Pesto specification draft

Pesto is a text-based human-editable and machine-transformable cooking recipe interchange format.

Warning

This specification is work-in-progress and thus neither stable, consistent or complete.

1 About this document

This section contains various information about this document. The second section motivates why inventing another file format is necessary, followed by the goals of Pesto. After a short Pesto primer intended for the casual user the language’s syntax and semantics are presented. The linting section limits the language to useful cooking recipes. Examples for user presentation of recipes and serialization follow.

Being a literate program this document is specification and reference implementation at the same time. The code is written in Haskell and uses the parsec parser combinator library, as well as HUnit for unit tests. Even without knowing Haskell’s syntax you should be able to understand this specification. There’s a description above every code snippet explaining what is going on.

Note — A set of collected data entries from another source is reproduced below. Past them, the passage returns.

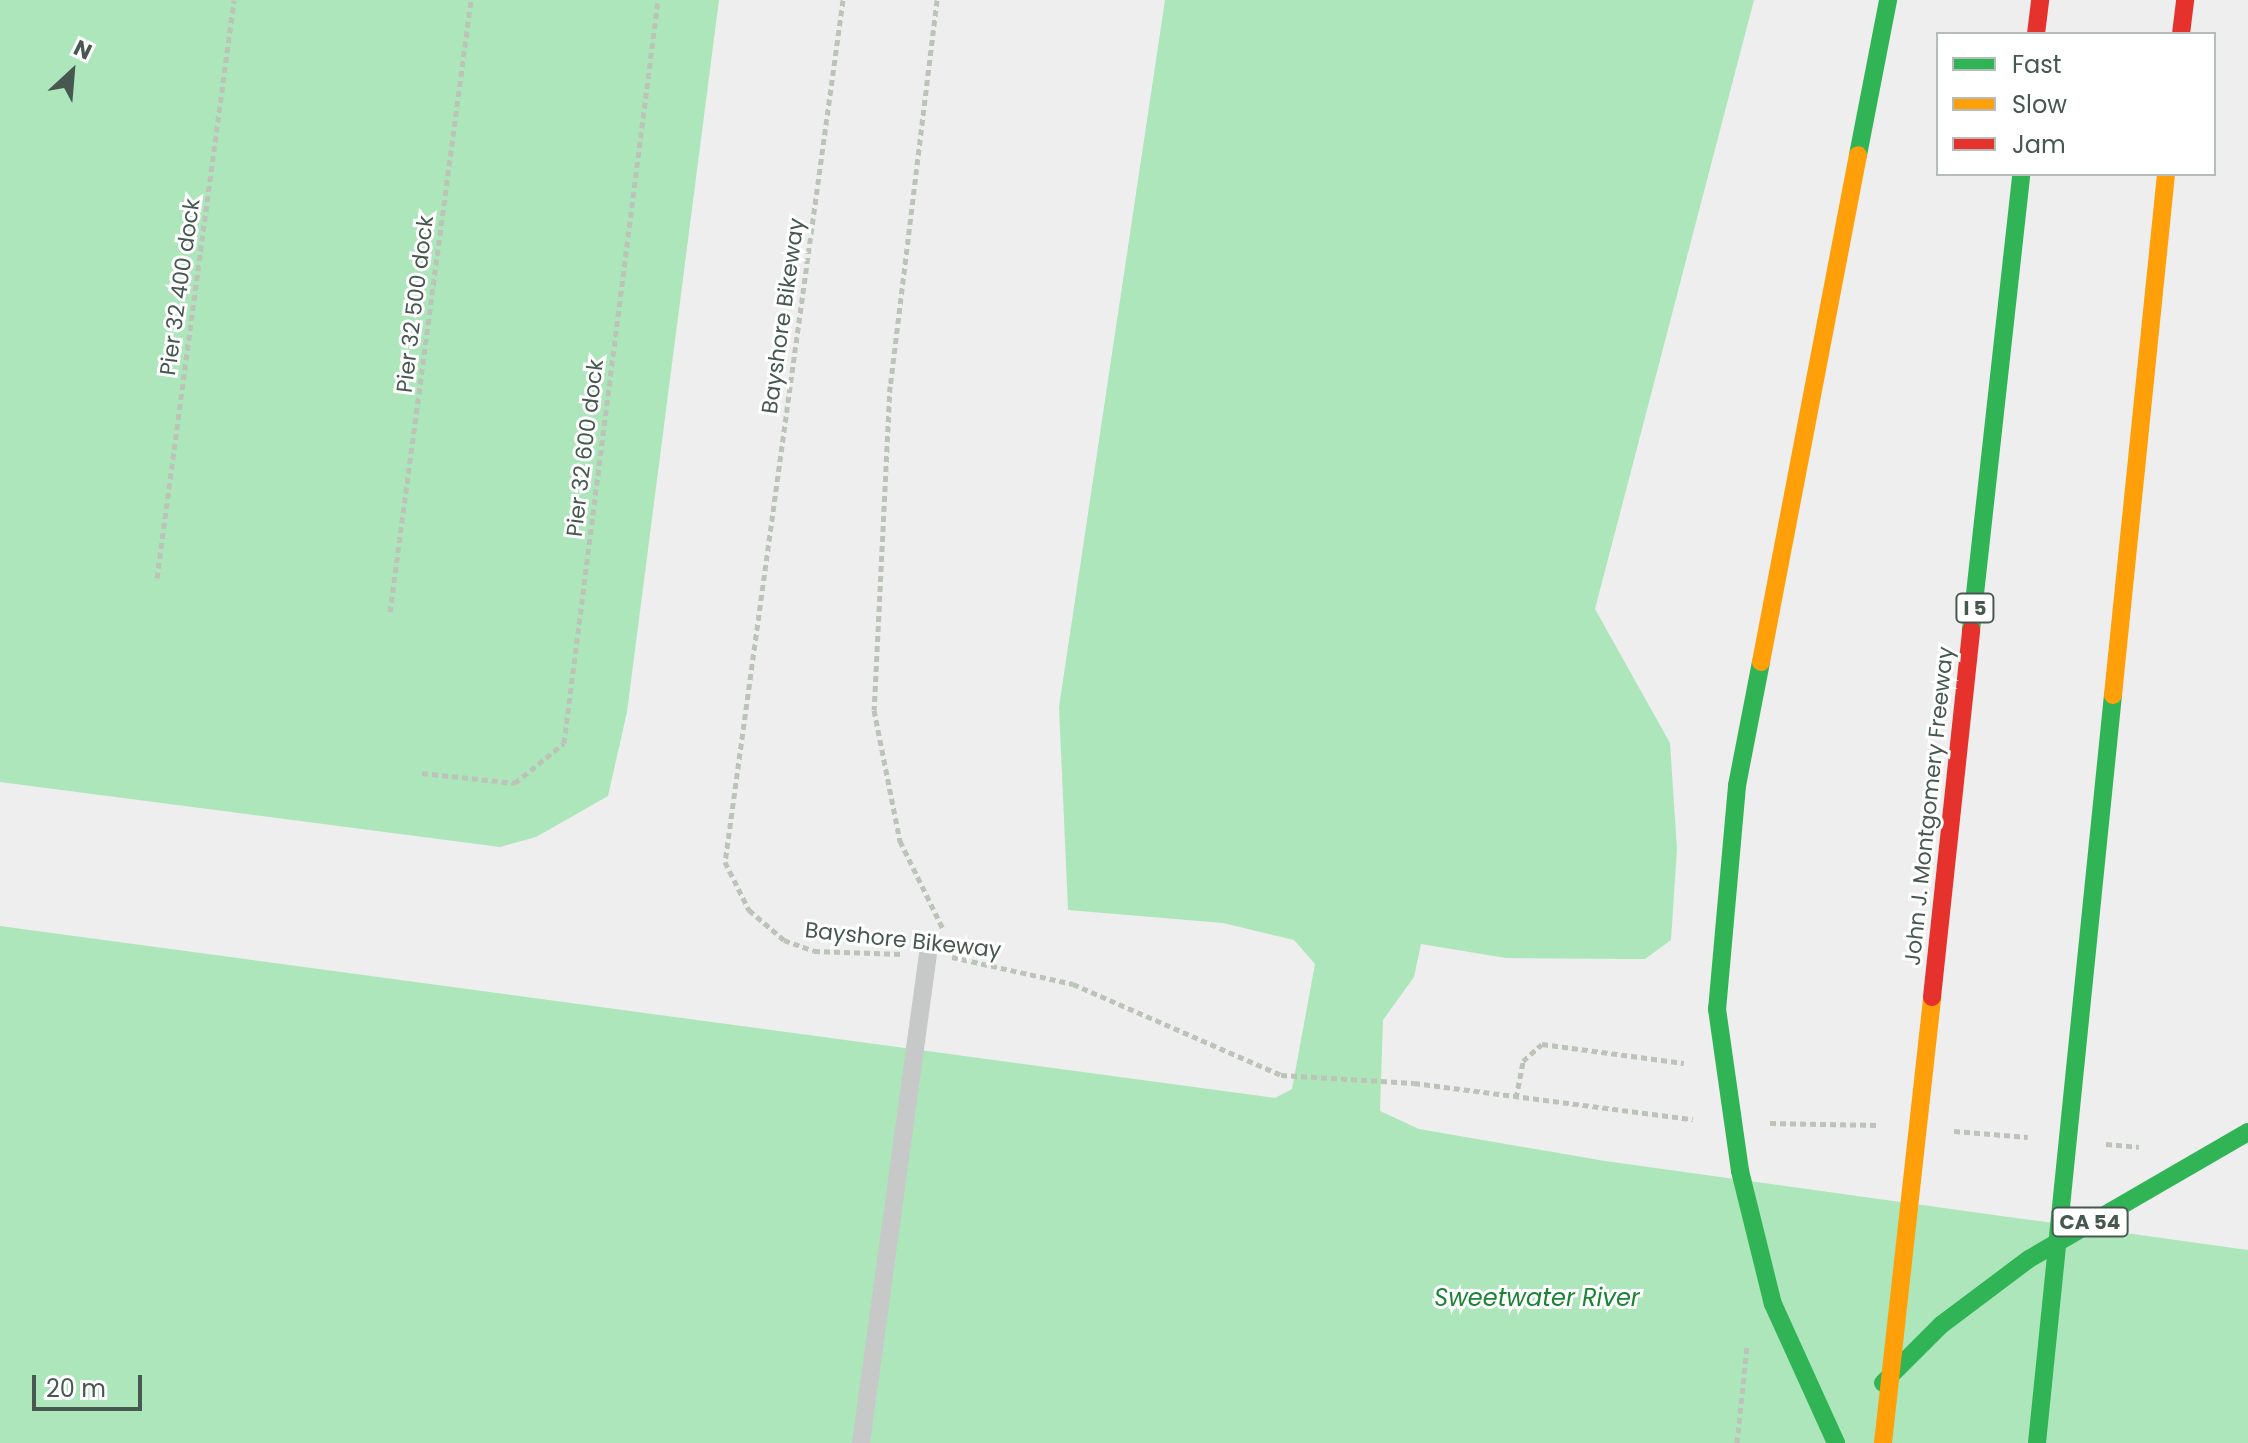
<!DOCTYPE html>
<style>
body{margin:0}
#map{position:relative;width:2248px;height:1443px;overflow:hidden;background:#eee;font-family:Poppins,sans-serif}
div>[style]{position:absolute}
.water>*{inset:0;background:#ade6bb}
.path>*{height:5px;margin-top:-2.5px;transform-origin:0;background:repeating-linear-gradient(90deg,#bcc3b9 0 6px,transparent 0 10px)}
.lane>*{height:18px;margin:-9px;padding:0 9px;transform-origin:9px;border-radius:9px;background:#c6c9c8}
.fast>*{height:18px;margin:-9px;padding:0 9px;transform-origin:9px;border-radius:9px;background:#30b455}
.slow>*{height:18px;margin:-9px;padding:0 9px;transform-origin:9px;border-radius:9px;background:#ff9f0a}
.jam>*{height:18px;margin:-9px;padding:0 9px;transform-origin:9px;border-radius:9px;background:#e5322d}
span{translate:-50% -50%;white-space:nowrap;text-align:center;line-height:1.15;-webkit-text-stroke:6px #fff;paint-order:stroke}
.shield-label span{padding:2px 6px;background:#fff;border:2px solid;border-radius:6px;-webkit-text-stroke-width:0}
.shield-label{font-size:20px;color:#475850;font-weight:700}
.street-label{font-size:22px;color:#475850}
.water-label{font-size:24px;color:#1a8434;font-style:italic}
.legend{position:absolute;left:1936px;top:32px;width:280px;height:144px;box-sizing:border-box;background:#fff;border:2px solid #b5bcb9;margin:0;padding:10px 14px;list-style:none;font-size:24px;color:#475850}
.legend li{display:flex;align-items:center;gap:16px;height:40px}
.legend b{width:40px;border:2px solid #b5bcb9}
.north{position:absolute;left:32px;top:32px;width:80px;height:80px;-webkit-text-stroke:6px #fff;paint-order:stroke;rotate:26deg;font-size:22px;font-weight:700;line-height:32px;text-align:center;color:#475850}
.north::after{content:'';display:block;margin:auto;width:28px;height:36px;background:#475850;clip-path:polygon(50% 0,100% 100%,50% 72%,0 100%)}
.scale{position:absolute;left:32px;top:1375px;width:110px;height:36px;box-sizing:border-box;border:4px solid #475850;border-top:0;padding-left:10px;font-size:24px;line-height:28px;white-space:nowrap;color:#475850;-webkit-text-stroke:6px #fff;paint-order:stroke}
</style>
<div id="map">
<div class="water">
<div style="clip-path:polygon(0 0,719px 0,627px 712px,608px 796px,536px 837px,500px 847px,0 782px)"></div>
<div style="clip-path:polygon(1165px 0,1754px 0,1595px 609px,1670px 743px,1677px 849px,1671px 940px,1645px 959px,1506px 958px,1421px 944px,1414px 977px,1383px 1020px,1380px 1111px,1419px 1129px,1605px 1161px,2248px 1250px,2248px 1443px,0 1443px,0 926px,1275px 1098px,1292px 1089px,1315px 964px,1294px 940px,1223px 923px,1068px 910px,1059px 707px)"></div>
</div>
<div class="path">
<div style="left:843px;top:0;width:870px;rotate:97.79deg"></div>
<div style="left:725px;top:862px;width:54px;rotate:63.4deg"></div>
<div style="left:749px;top:910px;width:46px;rotate:40.6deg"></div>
<div style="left:784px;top:940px;width:32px;rotate:20deg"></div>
<div style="left:814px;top:951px;width:88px;rotate:2deg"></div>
<div style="left:937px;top:0;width:389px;rotate:96.9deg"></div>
<div style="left:890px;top:386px;width:324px;rotate:92.8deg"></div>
<div style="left:874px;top:710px;width:134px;rotate:78.8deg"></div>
<div style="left:900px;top:841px;width:100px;rotate:63.9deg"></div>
<div style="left:157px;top:578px;width:583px;rotate:-82.41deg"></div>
<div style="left:390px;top:612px;width:617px;rotate:-82.46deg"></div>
<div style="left:422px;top:773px;width:94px;rotate:6.1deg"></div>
<div style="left:515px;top:783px;width:63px;rotate:-39.2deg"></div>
<div style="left:564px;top:743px;width:749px;rotate:-82.79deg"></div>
<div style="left:952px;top:957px;width:124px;rotate:12.6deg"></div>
<div style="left:1073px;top:984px;width:227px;rotate:23.6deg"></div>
<div style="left:1281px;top:1075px;width:133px;rotate:3.4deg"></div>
<div style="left:1414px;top:1083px;width:281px;rotate:7.4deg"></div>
<div style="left:1516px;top:1098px;width:38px;rotate:-79deg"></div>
<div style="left:1523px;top:1061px;width:25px;rotate:-42deg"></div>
<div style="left:1542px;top:1044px;width:143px;rotate:7.6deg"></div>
<div style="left:1770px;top:1123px;width:110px;rotate:1deg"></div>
<div style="left:1954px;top:1131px;width:74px;rotate:4.6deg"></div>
<div style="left:2106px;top:1144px;width:33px;rotate:5deg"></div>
<div style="left:1737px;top:1443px;width:98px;rotate:-84.1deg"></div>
</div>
<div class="lane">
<div style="left:861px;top:1443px;width:493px;rotate:-82.2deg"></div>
</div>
<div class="fast">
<div style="left:1858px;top:155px;width:158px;rotate:-79deg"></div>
<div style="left:1971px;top:630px;width:459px;rotate:-83.7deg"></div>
<div style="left:1761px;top:662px;width:126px;rotate:101deg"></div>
<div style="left:1737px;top:786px;width:224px;rotate:95.1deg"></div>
<div style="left:1717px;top:1009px;width:164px;rotate:81.9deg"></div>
<div style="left:1740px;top:1171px;width:137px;rotate:76.1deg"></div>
<div style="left:1773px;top:1304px;width:153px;rotate:65.6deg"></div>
<div style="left:1883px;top:1383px;width:82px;rotate:-45deg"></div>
<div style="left:1941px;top:1325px;width:110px;rotate:-36.9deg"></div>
<div style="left:2029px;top:1259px;width:253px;rotate:-30.1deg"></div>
<div style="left:2037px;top:1443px;width:752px;rotate:-84.2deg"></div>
</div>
<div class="slow">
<div style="left:1761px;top:662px;width:516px;rotate:-79.17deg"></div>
<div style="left:2113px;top:695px;width:524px;rotate:-84.19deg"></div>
<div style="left:1883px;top:1443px;width:449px;rotate:-83.7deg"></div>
</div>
<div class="jam">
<div style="left:2036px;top:34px;width:34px;rotate:-83deg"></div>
<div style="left:2181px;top:34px;width:34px;rotate:-83deg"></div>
<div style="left:1932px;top:997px;width:369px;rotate:-83.9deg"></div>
</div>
<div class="shield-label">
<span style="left:1975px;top:608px">I 5</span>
<span style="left:2090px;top:1222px">CA 54</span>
</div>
<div class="street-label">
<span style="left:180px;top:287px;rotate:-82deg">Pier 32 400 dock</span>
<span style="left:415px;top:304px;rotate:-83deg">Pier 32 500 dock</span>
<span style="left:783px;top:316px;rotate:-82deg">Bayshore Bikeway</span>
<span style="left:585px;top:448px;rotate:-83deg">Pier 32 600 dock</span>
<span style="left:1929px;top:806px;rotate:-84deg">John J. Montgomery Freeway</span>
<span style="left:903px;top:940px;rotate:6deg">Bayshore Bikeway</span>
</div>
<div class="water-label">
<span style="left:1537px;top:1298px">Sweetwater River</span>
</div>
<ul class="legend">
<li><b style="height:10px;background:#30b455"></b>Fast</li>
<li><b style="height:10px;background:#ff9f0a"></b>Slow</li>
<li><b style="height:10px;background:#e5322d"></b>Jam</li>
</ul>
<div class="north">N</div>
<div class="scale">20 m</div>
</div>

The key words “MUST”, “MUST NOT”, “REQUIRED”, “SHALL”, “SHALL NOT”, “SHOULD”, “SHOULD NOT”, “RECOMMENDED”, “MAY”, and “OPTIONAL” in this document are to be interpreted as described in RFC 2119.

Version

1-draft

License

CC0

Website

https://6xq.net/pesto/

Discussion

https://github.com/PromyLOPh/pesto

Contributors

2 Motivation

The landscape of recipe interchange formats is quite fragmented. First of all there’s HTML microdata. Google rich snippets, which are equivalent to the schema.org microdata vocabulary, are widely used by commercial recipe sites. Although the main objective of microdata is to make content machine-readable most sites will probably use it, because it is considered a search-engine optimization (SEO). Additionally parsing HTML pulled from the web is a nightmare and thus not a real option for sharing recipes. h-recipe provides a second vocabulary that has not been adopted widely yet.

Most cooking-related software comes with its own recipe file format. Some of them, due to their age, can be imported by other programs.

Meal-Master is one of these widely supported formats. A huge trove of recipe files is available in this format. There does not seem to be any official documentation for the format, but inofficial ABNF grammar and format description exist. A Meal-Master recipe template might look like this:

---------- Recipe via Meal-Master (tm)

      Title: <Title>
 Categories: <Categories>
      Yield: <N servings>

    <N> <unit> <ingredient>
    …

-------------------------------<Section name>-----------------------------
  <More ingredients>

  <Instructions>

-----

Rezkonv aims to improve the Mealmaster format by lifting some of its character limits, adding new syntax and translating it to german. However the specification is available on request only.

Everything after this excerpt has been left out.